- Born: Abbey Mzayiya 25 June 1985
- Died: April 1, 2013 (aged 27) Tweefontein, Mpumalanga, South Africa
- Cause of death: Killed
- Parents: Henry Nick (suspected father); Rina Mzayiya (mother); Betty Sindane (caregiver); Koos Sindane (caregiver's father);

= Happy Sindane =

Notable South African (1985–2013)

Abbey Mzayiya (known as Happy Sindane; 25 June 1985 – 1 April 2013) was a South African man known for claiming to be a white boy kidnapped by black people. He was raised in the village of Tweefontein, in KwaMhlanga, where he alleged he was mistreated, half-starved, and forced to live in poor conditions. He appealed to his supposed biological parents to come forward and reclaim him.
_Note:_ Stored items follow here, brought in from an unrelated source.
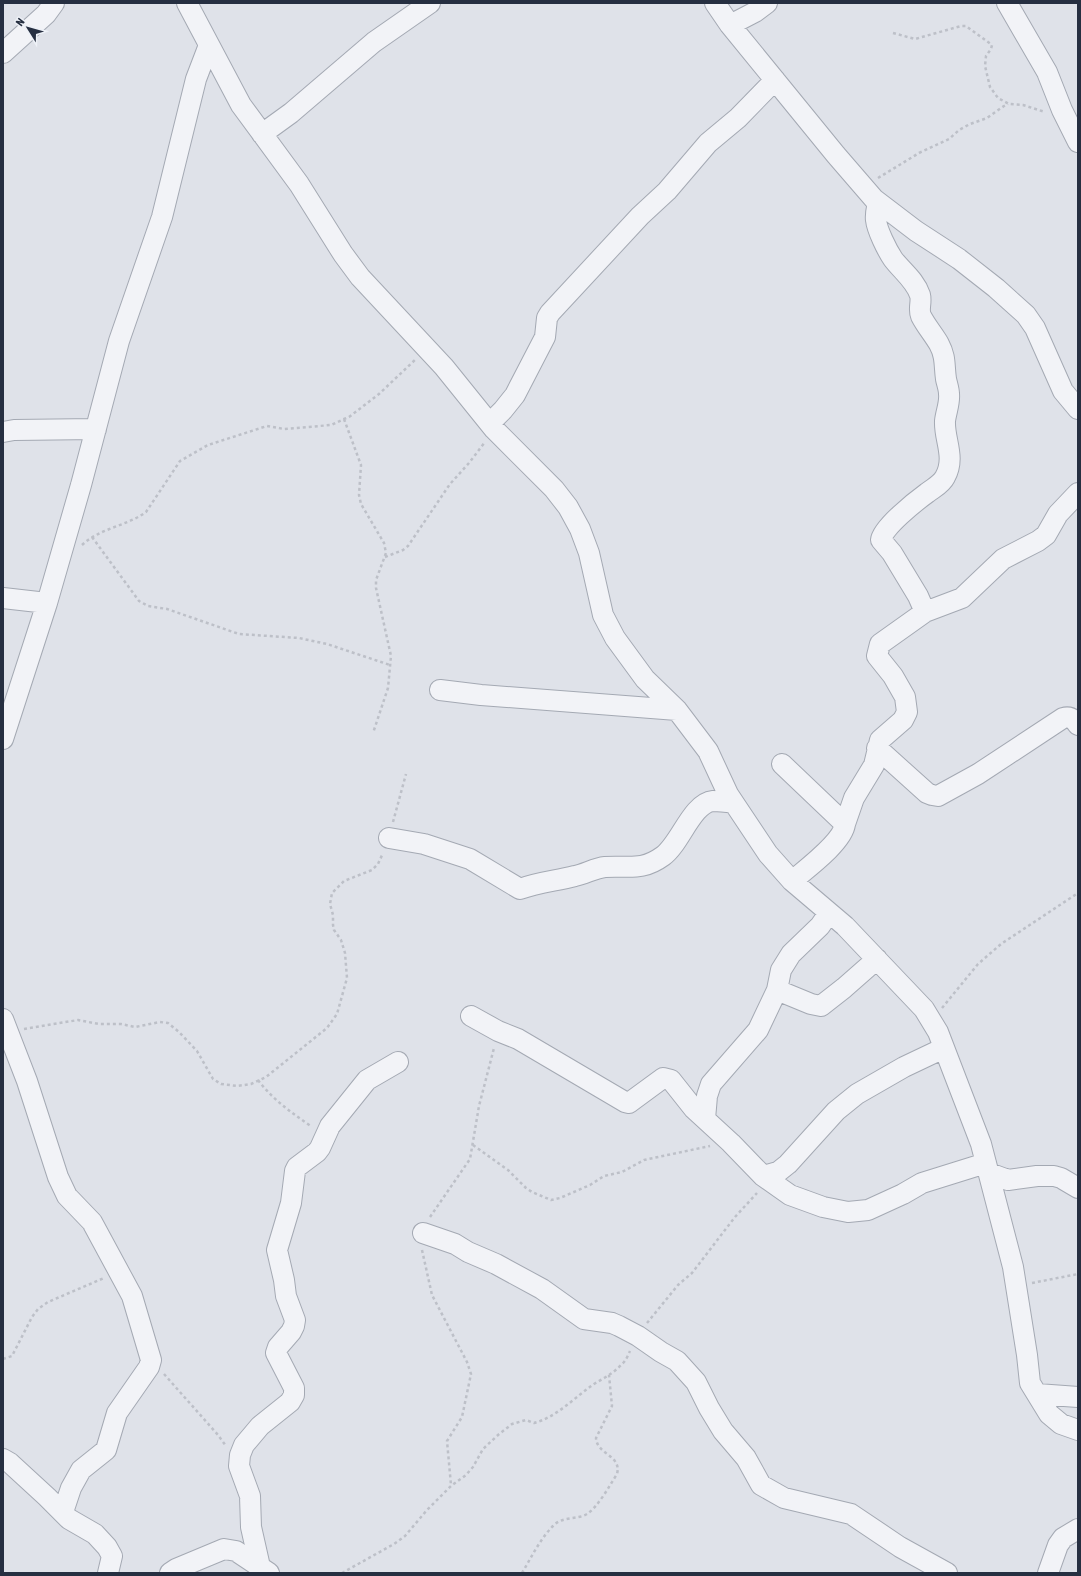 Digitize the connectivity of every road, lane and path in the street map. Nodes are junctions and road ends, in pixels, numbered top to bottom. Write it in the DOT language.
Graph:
graph roads {
  1 [pos="54,3"];
  2 [pos="187,3"];
  3 [pos="430,3"];
  4 [pos="716,3"];
  5 [pos="767,3"];
  6 [pos="1007,3"];
  7 [pos="409,10"];
  8 [pos="730,25"];
  9 [pos="893,33"];
  10 [pos="209,45"];
  11 [pos="3,53"];
  12 [pos="775,80"];
  13 [pos="1009,104"];
  14 [pos="1065,117"];
  15 [pos="262,134"];
  16 [pos="1078,142"];
  17 [pos="864,187"];
  18 [pos="878,202"];
  19 [pos="426,349"];
  20 [pos="1078,409"];
  21 [pos="344,419"];
  22 [pos="492,426"];
  23 [pos="96,429"];
  24 [pos="3,432"];
  25 [pos="1078,493"];
  26 [pos="92,537"];
  27 [pos="78,549"];
  28 [pos="385,557"];
  29 [pos="3,598"];
  30 [pos="47,603"];
  31 [pos="925,612"];
  32 [pos="390,665"];
  33 [pos="440,690"];
  34 [pos="677,710"];
  35 [pos="1078,725"];
  36 [pos="374,734"];
  37 [pos="3,739"];
  38 [pos="877,748"];
  39 [pos="782,764"];
  40 [pos="406,774"];
  41 [pos="734,803"];
  42 [pos="845,824"];
  43 [pos="389,838"];
  44 [pos="792,881"];
  45 [pos="1078,893"];
  46 [pos="830,913"];
  47 [pos="877,959"];
  48 [pos="777,990"];
  49 [pos="471,1016"];
  50 [pos="931,1020"];
  51 [pos="6,1026"];
  52 [pos="944,1048"];
  53 [pos="398,1062"];
  54 [pos="258,1080"];
  55 [pos="705,1119"];
  56 [pos="325,1138"];
  57 [pos="731,1143"];
  58 [pos="473,1145"];
  59 [pos="987,1168"];
  60 [pos="766,1178"];
  61 [pos="1078,1188"];
  62 [pos="423,1233"];
  63 [pos="119,1271"];
  64 [pos="1078,1274"];
  65 [pos="1016,1286"];
  66 [pos="638,1336"];
  67 [pos="3,1359"];
  68 [pos="151,1360"];
  69 [pos="609,1376"];
  70 [pos="1037,1394"];
  71 [pos="1078,1397"];
  72 [pos="1070,1427"];
  73 [pos="1078,1442"];
  74 [pos="3,1460"];
  75 [pos="239,1466"];
  76 [pos="63,1512"];
  77 [pos="1078,1529"];
  78 [pos="265,1570"];
  79 [pos="108,1573"];
  80 [pos="170,1573"];
  81 [pos="342,1573"];
  82 [pos="522,1573"];
  83 [pos="946,1573"];
  84 [pos="1048,1573"];
  1 -- 11 [label="street"];
  2 -- 10 [label="street"];
  3 -- 7 [label="street"];
  4 -- 8 [label="street"];
  5 -- 8 [label="street"];
  6 -- 14 [label="street"];
  7 -- 15 [label="street"];
  8 -- 12 [label="street"];
  9 -- 13 [label="path"];
  10 -- 15 [label="street"];
  10 -- 23 [label="street"];
  12 -- 17 [label="street"];
  12 -- 22 [label="street"];
  13 -- 14 [label="path"];
  13 -- 17 [label="path"];
  14 -- 16 [label="street"];
  15 -- 19 [label="street"];
  17 -- 18 [label="street"];
  18 -- 20 [label="street"];
  18 -- 31 [label="street"];
  19 -- 21 [label="path"];
  19 -- 22 [label="street"];
  21 -- 26 [label="path"];
  21 -- 28 [label="path"];
  22 -- 28 [label="path"];
  22 -- 34 [label="street"];
  23 -- 24 [label="street"];
  23 -- 30 [label="street"];
  25 -- 31 [label="street"];
  26 -- 27 [label="path"];
  26 -- 32 [label="path"];
  28 -- 32 [label="path"];
  29 -- 30 [label="street"];
  30 -- 37 [label="street"];
  31 -- 38 [label="street"];
  32 -- 36 [label="path"];
  33 -- 34 [label="street"];
  34 -- 41 [label="street"];
  35 -- 38 [label="street"];
  38 -- 42 [label="street"];
  39 -- 42 [label="street"];
  40 -- 43 [label="path"];
  41 -- 43 [label="street"];
  41 -- 44 [label="street"];
  42 -- 44 [label="street"];
  43 -- 54 [label="path"];
  44 -- 46 [label="street"];
  45 -- 50 [label="path"];
  46 -- 47 [label="street"];
  46 -- 48 [label="street"];
  47 -- 48 [label="street"];
  47 -- 50 [label="street"];
  48 -- 55 [label="street"];
  49 -- 55 [label="street"];
  50 -- 52 [label="street"];
  51 -- 54 [label="path"];
  51 -- 63 [label="street"];
  52 -- 59 [label="street"];
  52 -- 60 [label="street"];
  53 -- 56 [label="street"];
  54 -- 56 [label="path"];
  55 -- 57 [label="street"];
  56 -- 75 [label="street"];
  57 -- 58 [label="path"];
  57 -- 60 [label="street"];
  59 -- 60 [label="street"];
  59 -- 61 [label="street"];
  59 -- 65 [label="street"];
  60 -- 66 [label="path"];
  62 -- 66 [label="street"];
  63 -- 67 [label="path"];
  63 -- 68 [label="street"];
  64 -- 65 [label="path"];
  65 -- 70 [label="street"];
  66 -- 69 [label="path"];
  66 -- 83 [label="street"];
  68 -- 75 [label="path"];
  68 -- 76 [label="street"];
  69 -- 81 [label="path"];
  69 -- 82 [label="path"];
  70 -- 71 [label="street"];
  70 -- 72 [label="street"];
  72 -- 73 [label="street"];
  74 -- 76 [label="street"];
  75 -- 78 [label="street"];
  76 -- 79 [label="street"];
  77 -- 84 [label="street"];
  78 -- 80 [label="street"];
}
Sindane made headlines in May 2003 at the age of 16, when he laid a kidnapping case at the Bronkhorstspruit police station and reported being someone who was stolen from white parents as a toddler by a family domestic worker.

The story ended with an enquiry and a DNA test report in July 2003 that found Sindane was in fact the son of a black woman, Rina Mzayiya, who had died, and that his father was probably Henry Nick, a white man.

Sindane was of mixed-race and spoke Ndebele. He was raised by Rina's friend, Betty Sindane and her father Koos Sindane, his "grandfather", in KwaMhlanga.

He died in Tweefontein on 1 April 2013 after being stoned to death.

== Dulux paint controversy ==
In June 2003, Happy Sindane became a centre of attention and controversy when Dulux paints from South Africa used a photo of him, appearing above the tagline: "Any colour you can think of". Dulux and their advertising agency, Lowe Bull were taken to court amidst public outcry, and Sindane was awarded R100,000.